Alexander City Schools received $805,159 and Tallapoosa County Schools received $754,855 from the state last year.

Alexander City Schools superintendent Dr. Keith Lankford said the city school system is using the funds this year for audio enhancement at Radney Elementary School, adding security cameras to all campuses and funding online classroom platform Edgenuity. The audio enhancement project has teachers wear lanyards that can video capture classes, can be used to review lessons and have a safety feature button.

“Without the (fund) this year we wouldn’t have been able to do the online Edgenuity because it’s expensive, but it’s one of the best software packages out there,” Lankford said. “But also the audio enhancement I know we wouldn’t have been able to do that because that was originally I think $175,000 was what we had budgeted for that.

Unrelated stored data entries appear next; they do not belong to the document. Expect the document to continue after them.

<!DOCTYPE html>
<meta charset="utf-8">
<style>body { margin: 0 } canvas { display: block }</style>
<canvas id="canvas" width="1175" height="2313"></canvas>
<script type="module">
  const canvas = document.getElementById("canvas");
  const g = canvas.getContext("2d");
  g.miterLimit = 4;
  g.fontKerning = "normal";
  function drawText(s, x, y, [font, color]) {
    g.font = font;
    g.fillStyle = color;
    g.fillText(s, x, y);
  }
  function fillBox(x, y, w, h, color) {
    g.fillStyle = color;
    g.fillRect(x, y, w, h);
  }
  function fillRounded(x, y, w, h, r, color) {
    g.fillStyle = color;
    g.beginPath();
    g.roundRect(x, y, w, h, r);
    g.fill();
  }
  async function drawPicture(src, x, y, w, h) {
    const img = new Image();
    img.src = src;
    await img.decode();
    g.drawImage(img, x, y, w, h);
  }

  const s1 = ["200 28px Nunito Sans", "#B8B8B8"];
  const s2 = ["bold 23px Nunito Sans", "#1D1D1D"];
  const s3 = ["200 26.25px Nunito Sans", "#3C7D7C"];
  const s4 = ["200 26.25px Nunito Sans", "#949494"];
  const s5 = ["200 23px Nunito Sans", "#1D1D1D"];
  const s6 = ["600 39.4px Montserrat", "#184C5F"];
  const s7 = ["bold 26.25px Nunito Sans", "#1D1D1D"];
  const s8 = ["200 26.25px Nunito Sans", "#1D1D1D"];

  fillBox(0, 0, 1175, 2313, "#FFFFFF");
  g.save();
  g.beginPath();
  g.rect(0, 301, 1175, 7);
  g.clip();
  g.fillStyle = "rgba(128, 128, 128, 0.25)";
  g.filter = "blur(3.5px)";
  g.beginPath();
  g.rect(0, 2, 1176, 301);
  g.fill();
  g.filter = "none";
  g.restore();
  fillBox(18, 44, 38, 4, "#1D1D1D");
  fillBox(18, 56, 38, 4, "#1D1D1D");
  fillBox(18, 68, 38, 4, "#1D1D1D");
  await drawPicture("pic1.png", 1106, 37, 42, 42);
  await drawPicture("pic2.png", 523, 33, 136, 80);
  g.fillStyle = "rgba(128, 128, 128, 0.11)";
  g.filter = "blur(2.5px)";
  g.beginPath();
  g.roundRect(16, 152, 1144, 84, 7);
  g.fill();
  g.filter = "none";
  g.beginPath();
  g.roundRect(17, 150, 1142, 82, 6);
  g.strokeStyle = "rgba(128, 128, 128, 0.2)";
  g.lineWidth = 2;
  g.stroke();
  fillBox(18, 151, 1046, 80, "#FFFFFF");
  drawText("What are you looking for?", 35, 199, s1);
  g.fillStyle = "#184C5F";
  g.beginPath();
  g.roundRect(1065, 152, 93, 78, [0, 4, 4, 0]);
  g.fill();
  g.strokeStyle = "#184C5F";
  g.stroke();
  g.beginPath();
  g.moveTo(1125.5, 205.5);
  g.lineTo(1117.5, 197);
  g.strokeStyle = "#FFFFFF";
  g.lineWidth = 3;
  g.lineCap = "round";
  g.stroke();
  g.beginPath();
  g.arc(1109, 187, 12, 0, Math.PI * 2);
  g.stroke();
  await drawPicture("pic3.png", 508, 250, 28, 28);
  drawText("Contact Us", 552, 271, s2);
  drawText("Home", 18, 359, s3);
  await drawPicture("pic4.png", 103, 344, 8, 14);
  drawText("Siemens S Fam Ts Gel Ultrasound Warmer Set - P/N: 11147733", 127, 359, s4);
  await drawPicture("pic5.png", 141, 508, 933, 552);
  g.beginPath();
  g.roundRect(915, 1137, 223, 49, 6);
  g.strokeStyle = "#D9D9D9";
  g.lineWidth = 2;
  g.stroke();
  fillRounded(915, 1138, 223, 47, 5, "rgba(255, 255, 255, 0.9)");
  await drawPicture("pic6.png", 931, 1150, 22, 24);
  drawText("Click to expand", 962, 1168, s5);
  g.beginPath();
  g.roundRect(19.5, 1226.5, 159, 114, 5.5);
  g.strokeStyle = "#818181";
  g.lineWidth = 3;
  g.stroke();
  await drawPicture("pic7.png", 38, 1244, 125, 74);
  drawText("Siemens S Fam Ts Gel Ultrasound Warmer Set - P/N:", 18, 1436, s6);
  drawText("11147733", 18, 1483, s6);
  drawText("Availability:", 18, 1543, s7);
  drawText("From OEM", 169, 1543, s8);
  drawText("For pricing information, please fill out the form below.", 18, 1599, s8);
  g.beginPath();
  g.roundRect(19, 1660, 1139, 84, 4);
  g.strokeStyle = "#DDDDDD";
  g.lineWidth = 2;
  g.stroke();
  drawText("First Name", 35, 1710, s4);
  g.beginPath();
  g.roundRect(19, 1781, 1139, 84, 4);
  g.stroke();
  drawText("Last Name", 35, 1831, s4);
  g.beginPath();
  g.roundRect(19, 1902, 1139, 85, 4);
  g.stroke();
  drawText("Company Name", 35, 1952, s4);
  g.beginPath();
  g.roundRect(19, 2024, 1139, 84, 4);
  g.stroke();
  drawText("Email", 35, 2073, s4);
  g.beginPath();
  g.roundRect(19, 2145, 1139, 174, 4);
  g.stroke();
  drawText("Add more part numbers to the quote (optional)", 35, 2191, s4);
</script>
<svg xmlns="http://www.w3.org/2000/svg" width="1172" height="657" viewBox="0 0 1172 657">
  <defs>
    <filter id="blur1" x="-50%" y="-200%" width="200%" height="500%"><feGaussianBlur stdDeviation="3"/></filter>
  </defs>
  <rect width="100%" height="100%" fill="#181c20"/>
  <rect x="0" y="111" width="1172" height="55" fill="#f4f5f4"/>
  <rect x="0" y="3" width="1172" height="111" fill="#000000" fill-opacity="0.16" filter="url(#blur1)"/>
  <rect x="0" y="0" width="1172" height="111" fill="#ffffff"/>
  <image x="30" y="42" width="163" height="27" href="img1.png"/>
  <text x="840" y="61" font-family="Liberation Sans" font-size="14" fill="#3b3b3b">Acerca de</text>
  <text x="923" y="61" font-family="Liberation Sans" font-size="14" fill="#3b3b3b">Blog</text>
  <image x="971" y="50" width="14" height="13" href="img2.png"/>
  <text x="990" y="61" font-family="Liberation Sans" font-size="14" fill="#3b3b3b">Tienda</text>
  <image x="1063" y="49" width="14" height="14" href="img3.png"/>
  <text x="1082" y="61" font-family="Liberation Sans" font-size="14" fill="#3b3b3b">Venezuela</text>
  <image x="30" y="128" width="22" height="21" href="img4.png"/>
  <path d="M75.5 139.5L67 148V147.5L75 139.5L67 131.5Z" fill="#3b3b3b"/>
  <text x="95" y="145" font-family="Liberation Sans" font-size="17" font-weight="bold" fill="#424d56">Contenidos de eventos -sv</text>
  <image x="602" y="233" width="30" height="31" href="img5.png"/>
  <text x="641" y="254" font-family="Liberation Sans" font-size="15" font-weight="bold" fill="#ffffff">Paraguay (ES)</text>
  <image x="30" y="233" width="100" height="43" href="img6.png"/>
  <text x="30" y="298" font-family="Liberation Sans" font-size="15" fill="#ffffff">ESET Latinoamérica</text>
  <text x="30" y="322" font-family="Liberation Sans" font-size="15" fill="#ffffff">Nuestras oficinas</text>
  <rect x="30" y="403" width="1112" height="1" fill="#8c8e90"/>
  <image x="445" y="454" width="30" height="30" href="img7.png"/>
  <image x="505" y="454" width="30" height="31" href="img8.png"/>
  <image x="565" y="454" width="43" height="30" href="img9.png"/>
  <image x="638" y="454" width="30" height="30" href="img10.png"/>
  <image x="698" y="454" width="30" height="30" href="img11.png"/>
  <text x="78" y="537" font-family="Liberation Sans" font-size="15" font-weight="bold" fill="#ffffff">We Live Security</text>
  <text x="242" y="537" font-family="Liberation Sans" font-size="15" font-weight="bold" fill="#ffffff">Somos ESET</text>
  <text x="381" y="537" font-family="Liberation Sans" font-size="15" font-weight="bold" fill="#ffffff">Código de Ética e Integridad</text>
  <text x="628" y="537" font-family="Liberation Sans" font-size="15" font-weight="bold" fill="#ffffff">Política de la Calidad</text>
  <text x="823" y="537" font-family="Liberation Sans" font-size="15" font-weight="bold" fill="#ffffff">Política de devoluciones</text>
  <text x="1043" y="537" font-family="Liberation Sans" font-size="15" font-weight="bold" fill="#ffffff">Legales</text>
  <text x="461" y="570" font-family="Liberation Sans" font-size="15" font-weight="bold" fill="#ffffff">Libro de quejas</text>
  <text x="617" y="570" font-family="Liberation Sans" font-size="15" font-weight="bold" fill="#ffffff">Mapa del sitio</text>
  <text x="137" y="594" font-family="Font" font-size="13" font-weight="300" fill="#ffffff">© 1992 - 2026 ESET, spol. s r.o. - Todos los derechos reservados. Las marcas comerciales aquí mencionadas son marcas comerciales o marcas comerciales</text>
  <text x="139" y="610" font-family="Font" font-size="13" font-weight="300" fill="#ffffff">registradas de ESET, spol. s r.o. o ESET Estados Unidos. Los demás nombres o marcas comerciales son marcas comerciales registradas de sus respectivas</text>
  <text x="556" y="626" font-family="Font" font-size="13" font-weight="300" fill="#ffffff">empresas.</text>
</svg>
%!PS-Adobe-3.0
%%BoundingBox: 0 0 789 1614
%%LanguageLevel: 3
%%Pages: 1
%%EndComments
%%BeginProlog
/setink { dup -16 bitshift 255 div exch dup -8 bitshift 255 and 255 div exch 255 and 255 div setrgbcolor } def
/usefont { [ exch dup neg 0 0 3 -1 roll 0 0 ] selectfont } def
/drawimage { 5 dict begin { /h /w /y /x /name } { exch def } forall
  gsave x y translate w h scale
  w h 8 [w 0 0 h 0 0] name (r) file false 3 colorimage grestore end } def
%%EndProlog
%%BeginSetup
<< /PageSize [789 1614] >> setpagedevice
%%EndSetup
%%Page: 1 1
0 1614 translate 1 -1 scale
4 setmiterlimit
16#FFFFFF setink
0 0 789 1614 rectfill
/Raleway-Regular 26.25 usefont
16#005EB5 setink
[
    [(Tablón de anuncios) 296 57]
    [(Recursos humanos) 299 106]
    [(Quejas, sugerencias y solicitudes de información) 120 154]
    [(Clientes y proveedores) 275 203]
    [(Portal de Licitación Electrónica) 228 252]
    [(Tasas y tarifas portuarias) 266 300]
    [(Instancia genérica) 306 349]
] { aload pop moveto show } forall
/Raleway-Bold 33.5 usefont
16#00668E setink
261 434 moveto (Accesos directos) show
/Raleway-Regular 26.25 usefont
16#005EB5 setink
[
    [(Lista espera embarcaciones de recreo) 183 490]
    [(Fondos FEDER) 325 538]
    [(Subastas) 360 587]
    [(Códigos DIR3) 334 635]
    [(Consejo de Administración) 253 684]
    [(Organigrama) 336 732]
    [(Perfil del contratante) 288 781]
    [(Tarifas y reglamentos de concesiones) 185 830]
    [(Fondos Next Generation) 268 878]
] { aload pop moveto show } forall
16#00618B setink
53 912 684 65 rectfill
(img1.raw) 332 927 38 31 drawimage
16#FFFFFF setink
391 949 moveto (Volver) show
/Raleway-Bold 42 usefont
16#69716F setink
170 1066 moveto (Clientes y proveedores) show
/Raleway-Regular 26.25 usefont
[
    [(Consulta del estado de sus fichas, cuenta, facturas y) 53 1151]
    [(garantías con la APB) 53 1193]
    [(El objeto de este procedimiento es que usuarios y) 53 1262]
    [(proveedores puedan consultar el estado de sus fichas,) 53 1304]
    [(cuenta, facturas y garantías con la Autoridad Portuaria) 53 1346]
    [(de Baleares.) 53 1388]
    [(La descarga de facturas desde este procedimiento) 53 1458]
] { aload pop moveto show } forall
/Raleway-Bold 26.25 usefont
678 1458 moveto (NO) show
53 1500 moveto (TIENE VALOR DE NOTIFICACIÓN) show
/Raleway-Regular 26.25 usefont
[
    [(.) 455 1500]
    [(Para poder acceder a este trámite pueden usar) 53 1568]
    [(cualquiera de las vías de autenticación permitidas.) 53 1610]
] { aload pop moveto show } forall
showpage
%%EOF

So there’s no way we would have been able to do those things.”

The city schools are also using the funds for HVAC and glass doors in a couple of its schools, according to Lankford.

Tallapoosa County Schools is completing the 1-to-1 Chromebook initiative and instructing staff on technology updates with the fund, according to superintendent Joe Windle.

“This Educational Advancement Technology fund has given us the resourcing we need to really now start over with the process and as we rotate devices out, then you create training, you create new purchases that in the process just starts over again,” Windle said. “We’re purchasing additional licenses because you’re adding devices. Now teachers have to have those licenses in order to use all of the resources that Google provides.”

The 1-to-1 initiative started in the high schools and was implemented down through the elementary classrooms. Because computers age quickly, the county system is looking at replacing original Chromebooks in addition to purchasing new ones.

“We’re finally at the expected outcome but now it starts over because technology changes so rapidly,” Windle said.

Windle thinks the county schools will receive more money in next year’s fund.